• _Task directions_: Among the entries below, how many lines contain the string "numbered"? Reply with that number alone.

· · ·

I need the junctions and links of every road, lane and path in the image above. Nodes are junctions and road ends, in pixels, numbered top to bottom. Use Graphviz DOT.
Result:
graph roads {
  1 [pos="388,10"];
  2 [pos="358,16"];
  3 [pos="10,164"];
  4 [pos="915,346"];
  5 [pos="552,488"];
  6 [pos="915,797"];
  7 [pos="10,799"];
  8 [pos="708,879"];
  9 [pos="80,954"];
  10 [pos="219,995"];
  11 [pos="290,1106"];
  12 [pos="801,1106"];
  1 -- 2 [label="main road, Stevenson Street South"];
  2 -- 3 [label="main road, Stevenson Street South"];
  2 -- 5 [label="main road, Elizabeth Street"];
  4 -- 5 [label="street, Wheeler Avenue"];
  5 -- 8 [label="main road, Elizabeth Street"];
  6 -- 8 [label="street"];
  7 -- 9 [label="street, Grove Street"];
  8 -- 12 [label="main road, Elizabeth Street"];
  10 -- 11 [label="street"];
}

· · ·

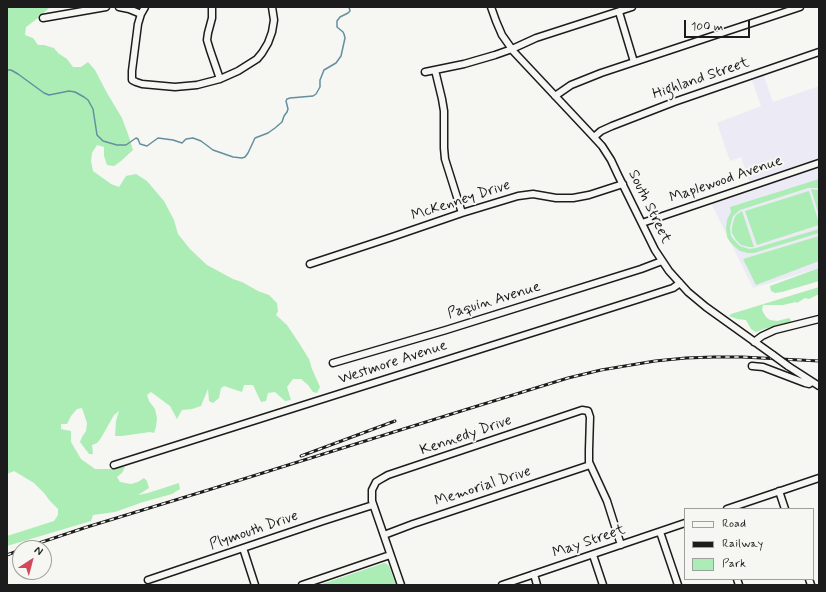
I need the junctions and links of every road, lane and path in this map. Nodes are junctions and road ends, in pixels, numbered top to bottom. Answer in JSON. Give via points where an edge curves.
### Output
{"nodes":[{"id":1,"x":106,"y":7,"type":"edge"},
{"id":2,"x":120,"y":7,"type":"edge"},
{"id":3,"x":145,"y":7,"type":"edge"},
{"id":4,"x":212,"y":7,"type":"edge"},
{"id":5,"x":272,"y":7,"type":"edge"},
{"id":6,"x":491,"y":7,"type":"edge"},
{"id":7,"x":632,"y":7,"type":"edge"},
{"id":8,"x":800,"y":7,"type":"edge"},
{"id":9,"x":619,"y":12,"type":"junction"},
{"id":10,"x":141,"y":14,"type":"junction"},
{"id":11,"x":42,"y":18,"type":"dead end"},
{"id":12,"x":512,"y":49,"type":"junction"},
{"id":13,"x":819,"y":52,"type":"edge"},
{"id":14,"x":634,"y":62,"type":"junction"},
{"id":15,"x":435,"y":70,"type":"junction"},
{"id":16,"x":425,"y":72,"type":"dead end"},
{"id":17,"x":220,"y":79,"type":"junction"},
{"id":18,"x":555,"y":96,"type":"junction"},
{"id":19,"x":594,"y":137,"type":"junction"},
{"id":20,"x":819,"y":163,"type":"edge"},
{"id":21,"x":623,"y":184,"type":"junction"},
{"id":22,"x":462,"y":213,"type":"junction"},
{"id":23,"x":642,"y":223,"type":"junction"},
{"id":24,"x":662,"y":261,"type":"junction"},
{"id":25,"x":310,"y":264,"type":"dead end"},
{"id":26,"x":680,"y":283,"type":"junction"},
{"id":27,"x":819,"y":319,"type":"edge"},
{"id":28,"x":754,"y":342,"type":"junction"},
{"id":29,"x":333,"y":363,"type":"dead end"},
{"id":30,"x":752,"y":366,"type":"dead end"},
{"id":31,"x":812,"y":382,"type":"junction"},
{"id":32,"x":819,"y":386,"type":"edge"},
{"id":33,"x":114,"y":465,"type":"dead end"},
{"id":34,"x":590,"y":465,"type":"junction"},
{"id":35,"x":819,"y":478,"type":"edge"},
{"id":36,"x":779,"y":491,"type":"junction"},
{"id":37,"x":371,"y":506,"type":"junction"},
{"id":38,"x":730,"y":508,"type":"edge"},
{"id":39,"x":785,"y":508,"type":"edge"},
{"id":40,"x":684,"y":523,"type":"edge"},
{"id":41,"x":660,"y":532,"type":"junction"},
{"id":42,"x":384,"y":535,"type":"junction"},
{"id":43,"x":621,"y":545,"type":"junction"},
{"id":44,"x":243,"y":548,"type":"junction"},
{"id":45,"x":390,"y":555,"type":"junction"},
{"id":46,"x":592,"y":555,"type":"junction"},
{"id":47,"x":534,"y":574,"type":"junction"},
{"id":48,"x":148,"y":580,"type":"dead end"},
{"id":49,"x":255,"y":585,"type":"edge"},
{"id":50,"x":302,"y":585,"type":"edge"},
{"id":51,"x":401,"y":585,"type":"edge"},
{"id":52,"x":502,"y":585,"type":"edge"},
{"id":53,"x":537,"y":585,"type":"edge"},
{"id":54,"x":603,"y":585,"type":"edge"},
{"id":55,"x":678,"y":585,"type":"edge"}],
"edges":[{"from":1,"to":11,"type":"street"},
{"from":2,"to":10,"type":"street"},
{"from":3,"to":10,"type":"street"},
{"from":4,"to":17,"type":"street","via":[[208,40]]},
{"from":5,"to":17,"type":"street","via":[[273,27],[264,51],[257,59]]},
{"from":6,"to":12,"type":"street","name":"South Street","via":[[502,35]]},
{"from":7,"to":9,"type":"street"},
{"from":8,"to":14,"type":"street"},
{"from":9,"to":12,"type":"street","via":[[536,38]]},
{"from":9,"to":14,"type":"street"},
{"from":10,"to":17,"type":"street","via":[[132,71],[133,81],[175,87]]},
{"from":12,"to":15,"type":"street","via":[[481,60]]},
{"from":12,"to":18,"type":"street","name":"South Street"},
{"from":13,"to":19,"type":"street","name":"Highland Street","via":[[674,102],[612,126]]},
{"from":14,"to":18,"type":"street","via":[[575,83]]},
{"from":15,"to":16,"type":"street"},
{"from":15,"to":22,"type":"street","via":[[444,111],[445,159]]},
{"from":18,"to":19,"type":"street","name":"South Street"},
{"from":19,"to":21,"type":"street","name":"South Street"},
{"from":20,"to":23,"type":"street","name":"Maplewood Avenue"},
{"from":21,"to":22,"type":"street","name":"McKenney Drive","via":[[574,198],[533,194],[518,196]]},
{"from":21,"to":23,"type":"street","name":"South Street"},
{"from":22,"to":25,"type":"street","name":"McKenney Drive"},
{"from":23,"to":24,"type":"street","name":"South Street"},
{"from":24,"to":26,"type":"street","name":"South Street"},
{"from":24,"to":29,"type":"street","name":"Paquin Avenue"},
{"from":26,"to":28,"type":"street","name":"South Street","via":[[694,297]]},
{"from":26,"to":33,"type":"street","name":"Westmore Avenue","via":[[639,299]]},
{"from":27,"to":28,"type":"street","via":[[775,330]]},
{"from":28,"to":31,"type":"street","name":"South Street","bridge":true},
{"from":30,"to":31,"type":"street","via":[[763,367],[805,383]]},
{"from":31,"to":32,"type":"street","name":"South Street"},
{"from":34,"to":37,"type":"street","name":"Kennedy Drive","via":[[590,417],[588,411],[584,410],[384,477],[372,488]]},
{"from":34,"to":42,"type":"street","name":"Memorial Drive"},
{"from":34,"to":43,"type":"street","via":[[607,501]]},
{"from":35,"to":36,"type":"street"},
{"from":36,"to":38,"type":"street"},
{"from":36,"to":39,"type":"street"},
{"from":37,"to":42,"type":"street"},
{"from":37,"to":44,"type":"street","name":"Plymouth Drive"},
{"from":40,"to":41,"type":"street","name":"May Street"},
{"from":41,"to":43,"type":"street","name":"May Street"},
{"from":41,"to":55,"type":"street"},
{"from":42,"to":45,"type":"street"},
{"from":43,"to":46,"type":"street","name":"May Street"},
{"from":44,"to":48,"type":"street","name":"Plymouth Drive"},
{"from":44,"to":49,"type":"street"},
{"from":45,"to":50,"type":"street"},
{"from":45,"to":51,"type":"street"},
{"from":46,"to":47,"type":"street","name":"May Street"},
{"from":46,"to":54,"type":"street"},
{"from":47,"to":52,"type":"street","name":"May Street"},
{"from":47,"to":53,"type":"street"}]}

· · ·

• _Answer to the problem_: 2